¡Leamos la Ley del Libro!
Por Gabriela Weiss Palacios
René Rivera Miranda, presidente de la Cámara Departamental del Libro de Cochabamba, escritor y docente universitario, comenta sobre la Ley del Libro y la Lectura “Óscar Alfaro”, sus alcances y sus posibilidades. Sus objetivos son promocionar el hábito de la lectura, fomentar la edición y producción de libros, promover la participación ciudadana a través de actividades de fomento a la lectura, crear el Fondo Editorial del Libro y crear Comité Plurinacional del Libro.
—¿Qué propondría usted para fortalecer esta ley?
—En Bolivia es curioso que existan tantas leyes y que pocas se apliquen en su verdadera magnitud y alcance, como ésta. Desde su aplicación, no se ha implementado ni el 10 por ciento de lo que propone. Esta ley es buena y deja la responsabilidad de la lectura no sólo al Estado, sino que también hace participes de este compromiso a las gobernaciones, Gobiernos municipales e instituciones privadas. Yo propondría que lean esta ley en las gobernaciones, alcaldías, sobre todo las secretarías y directorios de cultura, para impulsar políticas públicas de incentivo al libro, la lectura y al fortalecimiento de las bibliotecas y las universidades.
—¿Qué hacer para promover los hábitos de lectura?
—Se precisa, aparte de la Ley del Libro, un Plan Nacional de Lectura, para apoyar de manera más directa a la selección, edición, incentivo, promoción y comercialización del libro. Yo sugiero que se debería empezar con un Plan Municipal, luego que sea departamental y, finalmente, llegar al Plan Nacional de Lectura. Ninguno existe.
—¿Existe algún fondo?
—Claro que sí. Existe el Fondolibro, que en el Art. 6 del Reglamento dice: “tiene por objeto financiar, total o parcialmente proyectos, programas y actividades de fomento a la lectura en el Plan Plurinacional de fomento al libro y la lectura” a los que se accede a través de proyectos concursables.
—¿Qué programas y métodos contempla la ley?
—No tenemos datos precisos de cuánto lee la población, qué lee, cómo lee, si hay comprensión. Los profesores de literatura se esfuerzan poco para que los estudiantes lean buena literatura, a eso se suma el prejuicio de creer que no hay buenos escritores en nuestro país, lo cual no es cierto.
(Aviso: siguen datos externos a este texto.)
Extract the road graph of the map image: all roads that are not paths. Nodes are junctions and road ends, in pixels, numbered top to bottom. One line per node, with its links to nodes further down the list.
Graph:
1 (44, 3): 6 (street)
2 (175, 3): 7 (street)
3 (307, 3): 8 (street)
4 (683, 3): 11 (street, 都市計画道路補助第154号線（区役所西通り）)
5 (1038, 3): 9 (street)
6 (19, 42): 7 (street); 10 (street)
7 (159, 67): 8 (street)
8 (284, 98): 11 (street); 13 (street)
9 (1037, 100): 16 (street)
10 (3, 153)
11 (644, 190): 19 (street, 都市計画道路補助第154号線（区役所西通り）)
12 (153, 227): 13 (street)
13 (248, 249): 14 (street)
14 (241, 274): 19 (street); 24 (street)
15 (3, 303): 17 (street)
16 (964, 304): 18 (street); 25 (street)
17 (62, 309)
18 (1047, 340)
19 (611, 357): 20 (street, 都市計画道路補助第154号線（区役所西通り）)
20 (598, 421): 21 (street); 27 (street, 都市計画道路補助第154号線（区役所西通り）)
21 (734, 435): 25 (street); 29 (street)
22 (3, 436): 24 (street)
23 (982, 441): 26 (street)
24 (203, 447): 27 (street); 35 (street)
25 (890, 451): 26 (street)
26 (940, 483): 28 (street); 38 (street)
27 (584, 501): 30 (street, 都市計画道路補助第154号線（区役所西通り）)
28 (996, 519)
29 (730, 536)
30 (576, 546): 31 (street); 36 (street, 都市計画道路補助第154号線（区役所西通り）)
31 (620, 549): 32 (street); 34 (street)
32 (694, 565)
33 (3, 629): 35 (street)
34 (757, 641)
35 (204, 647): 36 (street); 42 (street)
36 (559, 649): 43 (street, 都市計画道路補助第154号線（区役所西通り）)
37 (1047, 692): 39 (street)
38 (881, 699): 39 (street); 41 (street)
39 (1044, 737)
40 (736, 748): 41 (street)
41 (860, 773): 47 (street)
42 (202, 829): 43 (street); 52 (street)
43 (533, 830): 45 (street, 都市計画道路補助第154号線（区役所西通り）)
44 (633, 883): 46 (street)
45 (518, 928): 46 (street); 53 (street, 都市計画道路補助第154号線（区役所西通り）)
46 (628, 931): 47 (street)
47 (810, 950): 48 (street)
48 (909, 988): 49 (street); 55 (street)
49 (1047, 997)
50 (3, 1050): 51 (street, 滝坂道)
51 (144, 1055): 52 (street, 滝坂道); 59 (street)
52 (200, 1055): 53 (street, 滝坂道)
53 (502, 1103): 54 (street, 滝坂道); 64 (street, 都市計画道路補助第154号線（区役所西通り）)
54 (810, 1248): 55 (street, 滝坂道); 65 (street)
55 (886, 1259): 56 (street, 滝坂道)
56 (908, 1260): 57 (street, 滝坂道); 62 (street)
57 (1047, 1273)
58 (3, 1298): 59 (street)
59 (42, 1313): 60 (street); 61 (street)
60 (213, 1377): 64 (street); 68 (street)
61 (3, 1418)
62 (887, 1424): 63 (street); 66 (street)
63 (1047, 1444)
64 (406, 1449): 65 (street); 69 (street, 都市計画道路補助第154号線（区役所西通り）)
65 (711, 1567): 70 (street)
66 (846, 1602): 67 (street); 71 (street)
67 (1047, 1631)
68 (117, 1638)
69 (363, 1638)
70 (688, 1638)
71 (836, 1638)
Bolivia cuenta con escritores de primer nivel y es bueno que los estudiantes de colegio lean libros bolivianos no por un falso chauvinismo, sino porque sabrán valorar a nuestros escritores, cultura y literatura.
Finalmente, todos debemos apuntar a formar una sociedad lectora, porque las personas que leen, son personas críticas, reflexivas, propositivas, con valores y con mucha tolerancia con el otro. Leer no sólo aumenta la inteligencia y la creatividad, sino que nos vuelve mejores seres humanos. Invertir en libros es, definitivamente, una inversión a largo plazo y cuya rentabilidad está asegurada el resto de la vida de cada uno.